I’ve eventually decided to start using the *NIX system for the software development.
Being a Windows user and the .NET developer for many years now, it might seem like a radical change, but let me tell you this – it was a great decision and here is the explanation.
At first a really short introduction – it was Friday (14th of October) and I was working on something at the office. Then this Windows popup came out of nowhere saying: “You have 20 minutes left, after that period we will install the updates. And you can do nothing about it.”.
It was maybe 15 minutes later and I could see my laptop shutting down already.
Then 2 or 3 updates were installed which took almost an hour, in the middle of the day (and work). So yeah, screw you Windows 10.
However, it wasn’t a decision that I made purely based on emotions. Honestly, if it wasn’t for the latest project for which I needed a device with the touchscreen (Lenovo Yoga 900 user here) I’d probably bought the Macbook instead. I guess that one day Apple will make a Macbook with touchscreen and call it revolutionary, but that’s another story.
I still have Windows 10 (un)fortunately on my PC due do the fact, that I need to migrate 1 or 2 more projects into the .NET Core. However, on my laptop that I use at work I did totally wipe out anything related to the Microsoft system and installed Linux Mint.
Why Mint? I don’t know, some people on the internet said that if you’re new into the Linux (I do remember some commands, though, good, old times at the university) you should pick this one instead of Ubuntu (no hard feelings bro), so I did.
Before I did manage to install a fresh system on my laptop I had to disable UEFI, create valid partitions with special flags etc. it took me a while to figure this out, yet it wasn’t that difficult.
The installation part was really quick and within a few minutes, I was already able to login to my brand new OS.
First thing I did was to install the .NET Core framework. It was almost that simple as it’s written on this page. Almost, because there was some missing dependency to some .NET Core preview library that couldn’t be resolved so I had to Google it. Once I had my framework running I was finally able to build and run one of my applications. It “worked”. Again, “worked”, because there was one thing that was causing an issue – a reference to the System.Drawing in the project.json.
Although the application did run correctly, it threw an exception that gdiplus.dll could not be found. It makes sense, that’s a Windows component so it’s not available on Linux.
But my point here is that although being the .NET Core application it’d still crash, so imagine what would happen if I’d publish it to some Linux server – everything would seem to work, but actually it wouldn’t. Another point for the .NET Core development on the Linux instead of Windows.
It turned out that there’s some great extension called OmniSharp(you can also use it with Atom, Brackets, Sublime or even Vim) and it works well with the VS Code. Surely, it’s not a Visual Studio + Resharper, but I can use some most basic as well as important features such as find by file, by method/type, rename, go to definition or display references.
I’ve also tried to use the Project Rider but no luck here.

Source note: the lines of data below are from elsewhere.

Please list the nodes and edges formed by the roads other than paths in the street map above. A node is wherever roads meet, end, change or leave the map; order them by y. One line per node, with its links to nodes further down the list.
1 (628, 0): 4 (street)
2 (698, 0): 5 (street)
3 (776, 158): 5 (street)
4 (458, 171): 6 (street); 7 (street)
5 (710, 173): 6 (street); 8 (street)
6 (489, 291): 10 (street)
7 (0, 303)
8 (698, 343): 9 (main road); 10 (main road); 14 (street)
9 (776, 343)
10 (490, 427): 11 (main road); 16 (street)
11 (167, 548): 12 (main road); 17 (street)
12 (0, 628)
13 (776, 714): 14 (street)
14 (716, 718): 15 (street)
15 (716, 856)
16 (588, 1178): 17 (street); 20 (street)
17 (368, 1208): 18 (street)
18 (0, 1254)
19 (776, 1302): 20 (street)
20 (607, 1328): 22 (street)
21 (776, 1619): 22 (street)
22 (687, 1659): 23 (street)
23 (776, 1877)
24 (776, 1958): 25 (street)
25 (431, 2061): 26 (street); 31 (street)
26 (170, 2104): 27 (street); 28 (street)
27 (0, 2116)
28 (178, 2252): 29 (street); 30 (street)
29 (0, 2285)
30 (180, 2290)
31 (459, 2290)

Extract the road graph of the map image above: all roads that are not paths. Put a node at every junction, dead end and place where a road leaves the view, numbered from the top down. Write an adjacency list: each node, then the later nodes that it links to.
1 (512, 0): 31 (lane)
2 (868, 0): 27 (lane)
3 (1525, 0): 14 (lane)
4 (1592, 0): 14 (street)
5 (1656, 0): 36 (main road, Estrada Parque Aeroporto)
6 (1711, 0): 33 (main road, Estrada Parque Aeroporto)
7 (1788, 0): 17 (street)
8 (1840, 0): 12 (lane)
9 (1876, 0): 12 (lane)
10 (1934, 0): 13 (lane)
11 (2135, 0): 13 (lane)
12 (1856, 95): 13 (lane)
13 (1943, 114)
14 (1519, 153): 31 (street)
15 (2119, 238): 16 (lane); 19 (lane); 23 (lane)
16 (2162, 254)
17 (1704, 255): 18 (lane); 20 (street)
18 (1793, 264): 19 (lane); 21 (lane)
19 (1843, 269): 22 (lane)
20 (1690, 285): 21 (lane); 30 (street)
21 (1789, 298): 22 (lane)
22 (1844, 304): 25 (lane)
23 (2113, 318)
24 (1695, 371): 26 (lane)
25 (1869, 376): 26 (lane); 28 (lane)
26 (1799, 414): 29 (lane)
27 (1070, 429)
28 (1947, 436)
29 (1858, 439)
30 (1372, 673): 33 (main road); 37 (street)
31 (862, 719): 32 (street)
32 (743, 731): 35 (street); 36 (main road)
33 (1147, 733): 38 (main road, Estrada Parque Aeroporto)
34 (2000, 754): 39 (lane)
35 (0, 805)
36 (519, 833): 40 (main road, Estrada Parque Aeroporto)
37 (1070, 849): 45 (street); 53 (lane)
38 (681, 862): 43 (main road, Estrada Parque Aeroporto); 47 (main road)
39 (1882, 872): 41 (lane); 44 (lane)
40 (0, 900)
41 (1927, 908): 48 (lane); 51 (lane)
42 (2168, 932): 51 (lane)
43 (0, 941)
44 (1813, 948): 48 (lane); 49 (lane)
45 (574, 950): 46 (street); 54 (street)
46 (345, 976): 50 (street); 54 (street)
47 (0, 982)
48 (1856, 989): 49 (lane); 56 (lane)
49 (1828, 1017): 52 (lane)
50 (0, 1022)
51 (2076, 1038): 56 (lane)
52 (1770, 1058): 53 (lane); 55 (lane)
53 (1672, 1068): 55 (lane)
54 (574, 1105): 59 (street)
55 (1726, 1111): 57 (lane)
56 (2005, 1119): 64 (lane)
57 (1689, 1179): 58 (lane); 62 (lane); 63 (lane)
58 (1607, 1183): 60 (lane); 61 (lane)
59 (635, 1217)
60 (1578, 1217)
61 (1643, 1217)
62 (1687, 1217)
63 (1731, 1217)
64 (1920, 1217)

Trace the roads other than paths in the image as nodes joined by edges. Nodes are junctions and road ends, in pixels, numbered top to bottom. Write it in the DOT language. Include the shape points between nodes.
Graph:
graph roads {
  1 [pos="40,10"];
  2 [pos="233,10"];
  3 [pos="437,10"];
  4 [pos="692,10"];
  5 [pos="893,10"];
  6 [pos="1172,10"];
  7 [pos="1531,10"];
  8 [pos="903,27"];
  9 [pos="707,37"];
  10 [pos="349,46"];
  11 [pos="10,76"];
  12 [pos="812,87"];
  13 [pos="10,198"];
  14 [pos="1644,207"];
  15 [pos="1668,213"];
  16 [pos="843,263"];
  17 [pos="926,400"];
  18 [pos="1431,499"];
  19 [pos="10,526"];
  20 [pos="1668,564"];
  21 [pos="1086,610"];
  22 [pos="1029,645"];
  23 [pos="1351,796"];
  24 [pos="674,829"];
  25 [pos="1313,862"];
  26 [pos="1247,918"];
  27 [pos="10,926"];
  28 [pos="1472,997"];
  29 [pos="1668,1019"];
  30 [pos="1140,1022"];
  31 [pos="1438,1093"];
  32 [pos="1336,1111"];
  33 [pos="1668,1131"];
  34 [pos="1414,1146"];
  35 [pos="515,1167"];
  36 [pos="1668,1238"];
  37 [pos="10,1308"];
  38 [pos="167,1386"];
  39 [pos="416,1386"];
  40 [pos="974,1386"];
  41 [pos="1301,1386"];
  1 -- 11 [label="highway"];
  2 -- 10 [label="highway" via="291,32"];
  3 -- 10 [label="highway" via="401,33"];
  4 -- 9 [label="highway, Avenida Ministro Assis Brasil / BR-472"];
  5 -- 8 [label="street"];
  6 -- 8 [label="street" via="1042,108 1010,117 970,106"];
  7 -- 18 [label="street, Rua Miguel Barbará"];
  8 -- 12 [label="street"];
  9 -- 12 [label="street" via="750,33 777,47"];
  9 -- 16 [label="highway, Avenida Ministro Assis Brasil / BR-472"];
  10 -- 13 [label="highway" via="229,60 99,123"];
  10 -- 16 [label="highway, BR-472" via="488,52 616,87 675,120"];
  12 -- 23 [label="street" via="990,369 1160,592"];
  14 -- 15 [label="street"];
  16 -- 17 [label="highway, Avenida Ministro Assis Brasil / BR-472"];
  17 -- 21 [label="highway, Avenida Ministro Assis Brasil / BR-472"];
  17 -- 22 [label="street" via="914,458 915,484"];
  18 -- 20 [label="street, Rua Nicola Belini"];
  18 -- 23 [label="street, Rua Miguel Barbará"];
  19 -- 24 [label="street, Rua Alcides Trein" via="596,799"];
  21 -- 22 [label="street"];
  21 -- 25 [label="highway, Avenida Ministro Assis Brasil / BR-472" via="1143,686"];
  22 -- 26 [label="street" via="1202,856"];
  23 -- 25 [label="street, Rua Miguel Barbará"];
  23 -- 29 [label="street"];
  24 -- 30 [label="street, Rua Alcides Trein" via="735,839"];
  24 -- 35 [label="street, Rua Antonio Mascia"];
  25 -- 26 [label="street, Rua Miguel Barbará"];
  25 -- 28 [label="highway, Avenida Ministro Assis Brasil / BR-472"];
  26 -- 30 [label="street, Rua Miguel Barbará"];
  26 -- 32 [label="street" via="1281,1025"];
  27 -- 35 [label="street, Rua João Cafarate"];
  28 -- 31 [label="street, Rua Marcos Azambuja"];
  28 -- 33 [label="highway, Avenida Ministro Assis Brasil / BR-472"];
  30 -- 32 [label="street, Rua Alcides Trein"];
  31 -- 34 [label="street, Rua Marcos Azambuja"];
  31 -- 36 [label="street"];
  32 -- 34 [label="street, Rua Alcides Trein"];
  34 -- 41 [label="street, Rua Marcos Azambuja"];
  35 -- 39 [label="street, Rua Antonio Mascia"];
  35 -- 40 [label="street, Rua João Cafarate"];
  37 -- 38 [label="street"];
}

It did load my solution correctly, but there was some internal exception caused by the Resharper built into this IDE and I couldn’t really build my projects (I was able to write the code, but shortcuts didn’t work either).
However, I do believe that once JetBrains fixes most of these bugs it will be the best cross-platform IDE available for the .NET development (can’t wait for it to happen). Last but not least, there’s nothing a simple bash script can not solve in terms of project automation (running, testing and so on).
And the last part, which is Docker. So, the story is that I was planning to put my hands on Docker for quite some time now. I did play with it a little bit in the past but couldn’t find a real use for my projects. Yet, the things are different now – since we’ve started developing some of our application using the Microservices + CQRS patterns it seems like a good idea to make use of the Docker images and containers.
And that’s another advantage of using the Linux instead of Windows for the software development process. Linux is a natural environment for the Docker – if it works on my machine I can be sure that it will work on some remote server.
I was able to run the Docker on my Windows 10, but you need to use the HyperV or VirtualBox and when I did try to run a docker build it would throw an error due to some system variable or $PATH which I’d need to take care of only because I’m running the Docker on Windows.
Oh, and I guess I did forget to mention why I wasn’t able to run my aurelia application on Linux – so it was built on Windows and the path endings in aurelia.json file were “\\”. I had to replace them as “/” to make it work on Linux (which of course doesn’t work on Windows).
And well, I’m not even going to mention here how great the *NIX bash is and that setting up the NGINX with SSL certificate, reverse proxy and redirection was so simple.
To sum up – I’m not trying to say that Windows is not so good for the software development. For example, the Visual Studio will be probably hard to beat for many years amongst many other great tools. My point is that if you’re not tied up to some specific technology which is not cross platform (which usually means for the Windows users only), you might want to give a try to some other environment. It’s always a good thing to try out something new, hone skills and broaden your horizons.